*WHAT THE TASK REQUIRES:* Looking at the records below, state how many lines include the string "dead" and add nothing further.

(Beginning of DATASET EXCERPTS)

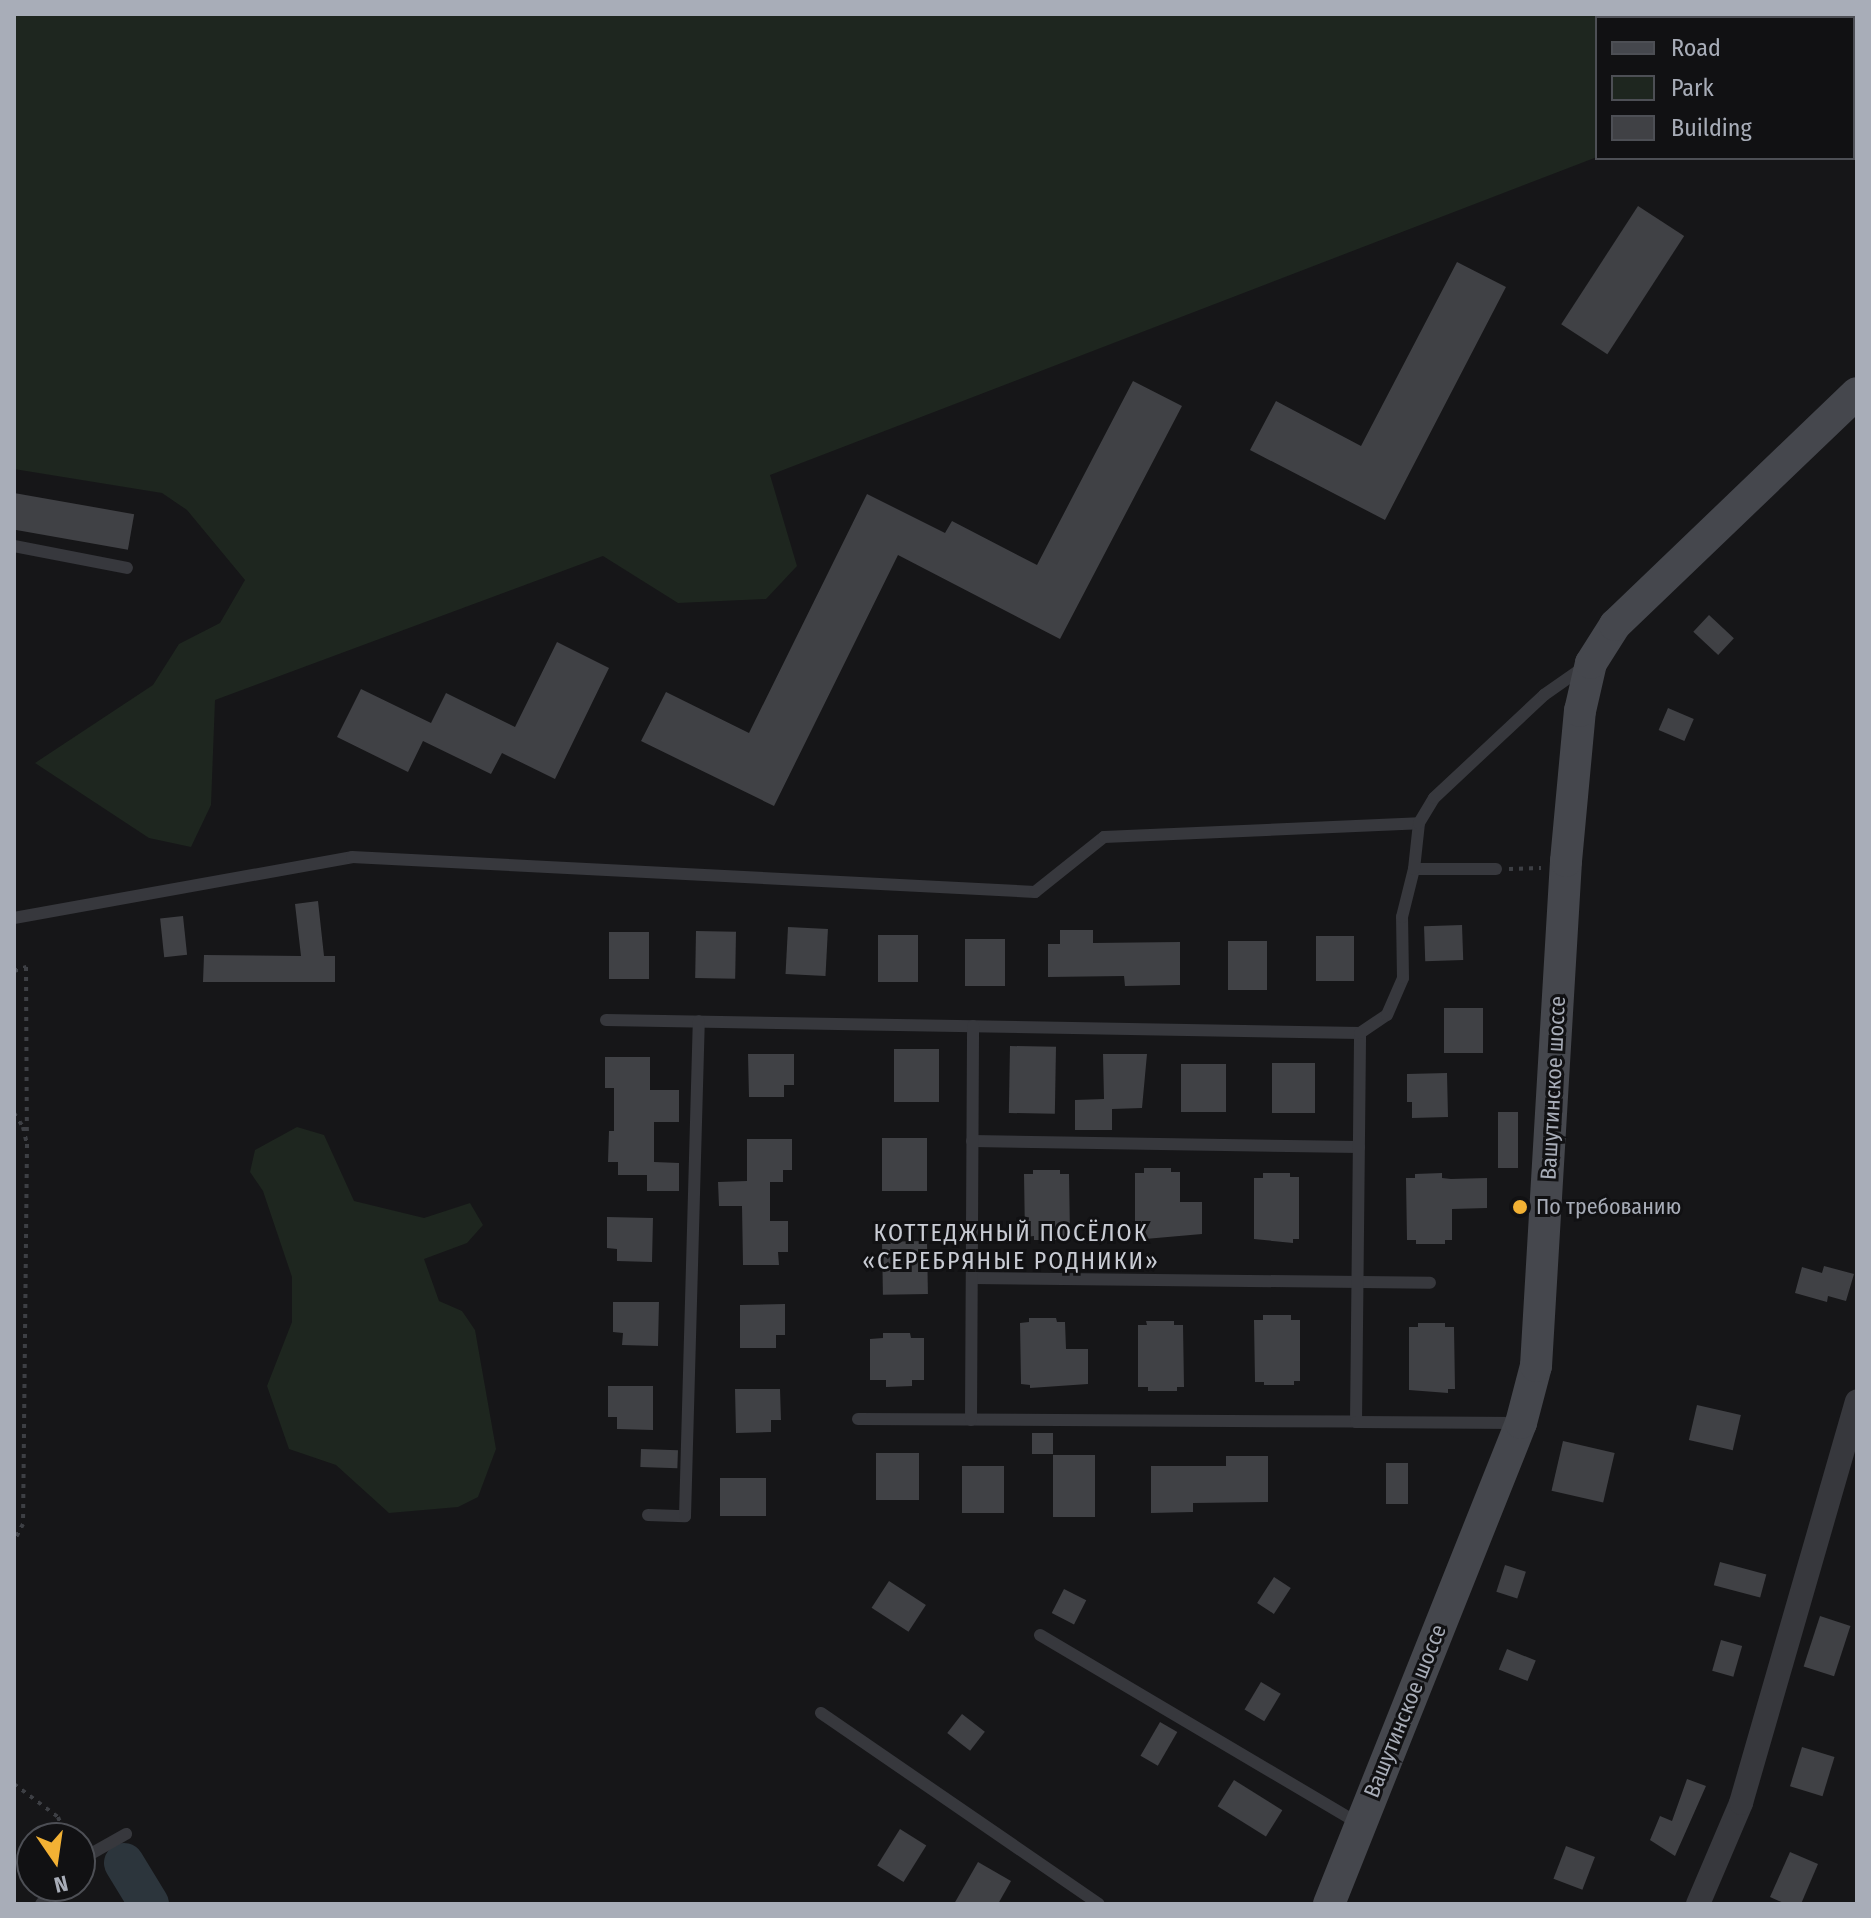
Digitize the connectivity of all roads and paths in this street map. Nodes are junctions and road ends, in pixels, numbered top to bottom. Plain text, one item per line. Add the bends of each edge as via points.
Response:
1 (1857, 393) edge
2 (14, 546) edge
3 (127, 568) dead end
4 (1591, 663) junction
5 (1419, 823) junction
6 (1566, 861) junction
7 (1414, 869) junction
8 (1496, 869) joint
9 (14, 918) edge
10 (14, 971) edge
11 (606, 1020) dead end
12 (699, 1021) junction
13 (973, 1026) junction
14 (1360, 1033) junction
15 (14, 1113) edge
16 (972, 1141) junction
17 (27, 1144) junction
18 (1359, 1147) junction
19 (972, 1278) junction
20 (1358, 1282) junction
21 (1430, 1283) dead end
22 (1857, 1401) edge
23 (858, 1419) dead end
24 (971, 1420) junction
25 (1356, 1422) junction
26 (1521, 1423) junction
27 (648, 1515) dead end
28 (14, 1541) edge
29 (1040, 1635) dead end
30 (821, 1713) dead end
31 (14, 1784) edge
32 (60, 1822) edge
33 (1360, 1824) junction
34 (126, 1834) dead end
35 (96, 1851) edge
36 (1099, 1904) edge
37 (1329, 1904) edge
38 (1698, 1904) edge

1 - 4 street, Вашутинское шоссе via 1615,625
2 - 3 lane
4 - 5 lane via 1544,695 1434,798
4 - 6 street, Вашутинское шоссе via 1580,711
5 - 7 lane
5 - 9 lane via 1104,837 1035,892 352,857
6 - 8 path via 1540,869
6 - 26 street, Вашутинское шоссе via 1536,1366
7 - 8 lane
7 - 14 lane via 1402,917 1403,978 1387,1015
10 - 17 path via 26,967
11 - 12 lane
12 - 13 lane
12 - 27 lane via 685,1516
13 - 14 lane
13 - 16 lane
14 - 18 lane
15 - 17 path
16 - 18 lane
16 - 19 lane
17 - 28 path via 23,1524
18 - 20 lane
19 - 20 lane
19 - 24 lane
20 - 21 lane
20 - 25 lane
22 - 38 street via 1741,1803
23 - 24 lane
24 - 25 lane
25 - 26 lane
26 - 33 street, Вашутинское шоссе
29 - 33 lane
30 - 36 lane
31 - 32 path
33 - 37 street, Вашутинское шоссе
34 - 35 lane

(End of DATASET EXCERPTS)

*ANSWER TO THE PROBLEM:* 8